* **EXERCISE INPUT**:
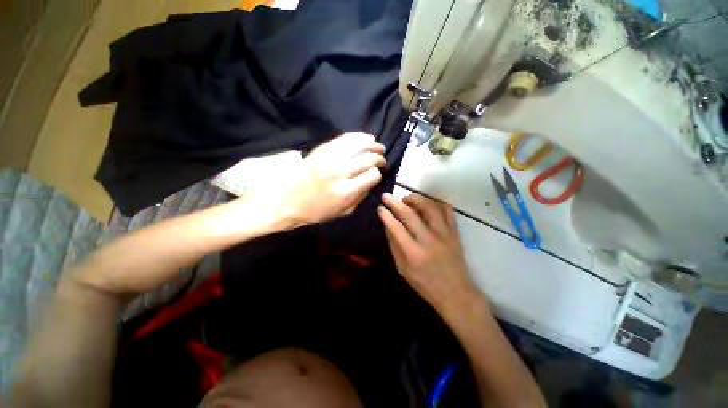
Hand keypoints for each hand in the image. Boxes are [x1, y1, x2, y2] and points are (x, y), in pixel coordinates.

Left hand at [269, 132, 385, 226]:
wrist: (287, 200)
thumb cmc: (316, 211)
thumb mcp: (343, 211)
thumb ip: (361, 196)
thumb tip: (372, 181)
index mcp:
--
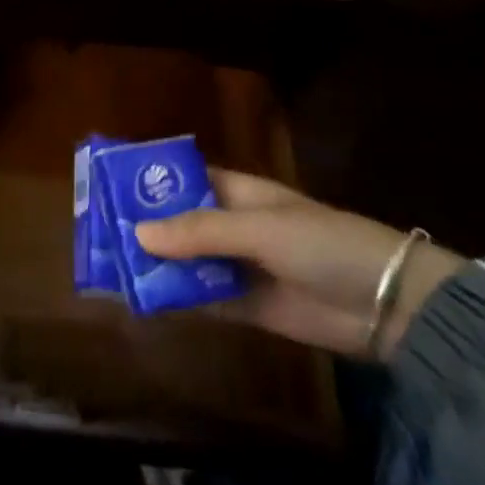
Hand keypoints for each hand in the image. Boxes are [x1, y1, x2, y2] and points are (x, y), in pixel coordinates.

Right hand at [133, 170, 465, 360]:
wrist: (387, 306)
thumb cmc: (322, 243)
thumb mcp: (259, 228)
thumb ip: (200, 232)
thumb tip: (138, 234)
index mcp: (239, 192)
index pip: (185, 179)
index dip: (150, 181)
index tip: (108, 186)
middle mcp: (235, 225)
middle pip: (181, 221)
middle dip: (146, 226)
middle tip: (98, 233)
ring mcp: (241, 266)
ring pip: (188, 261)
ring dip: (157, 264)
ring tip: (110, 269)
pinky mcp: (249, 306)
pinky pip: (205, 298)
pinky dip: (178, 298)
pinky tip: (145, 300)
* * *
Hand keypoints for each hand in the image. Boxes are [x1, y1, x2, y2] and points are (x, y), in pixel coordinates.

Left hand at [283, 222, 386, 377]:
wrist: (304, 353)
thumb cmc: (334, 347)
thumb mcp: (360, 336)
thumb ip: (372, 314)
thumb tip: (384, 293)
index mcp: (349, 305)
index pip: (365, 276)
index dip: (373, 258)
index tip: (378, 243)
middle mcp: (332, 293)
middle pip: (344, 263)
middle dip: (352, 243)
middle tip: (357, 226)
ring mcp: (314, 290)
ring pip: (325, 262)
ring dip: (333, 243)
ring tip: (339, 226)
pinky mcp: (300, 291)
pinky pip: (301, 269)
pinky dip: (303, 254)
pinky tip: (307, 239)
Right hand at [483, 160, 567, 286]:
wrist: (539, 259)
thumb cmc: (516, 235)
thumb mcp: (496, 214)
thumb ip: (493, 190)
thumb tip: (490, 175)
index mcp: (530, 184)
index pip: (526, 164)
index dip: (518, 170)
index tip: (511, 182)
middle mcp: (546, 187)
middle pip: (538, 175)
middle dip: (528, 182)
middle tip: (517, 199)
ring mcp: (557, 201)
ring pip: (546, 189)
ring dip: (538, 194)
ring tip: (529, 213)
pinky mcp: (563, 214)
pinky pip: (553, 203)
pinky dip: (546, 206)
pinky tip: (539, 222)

* **REQUIRED WORK**:
Above are some records; copy exactly the lines from the one with "middle pip: (538, 175)" through the one with "pinky tip: (539, 222)", both included, and no others.

* **YOUR RESPONSE**:
middle pip: (538, 175)
middle dip: (528, 182)
middle tip: (517, 199)
ring mcp: (557, 201)
ring pip: (546, 189)
ring dip: (538, 194)
ring tip: (529, 213)
pinky mcp: (563, 214)
pinky pip: (553, 203)
pinky dip: (546, 206)
pinky tip: (539, 222)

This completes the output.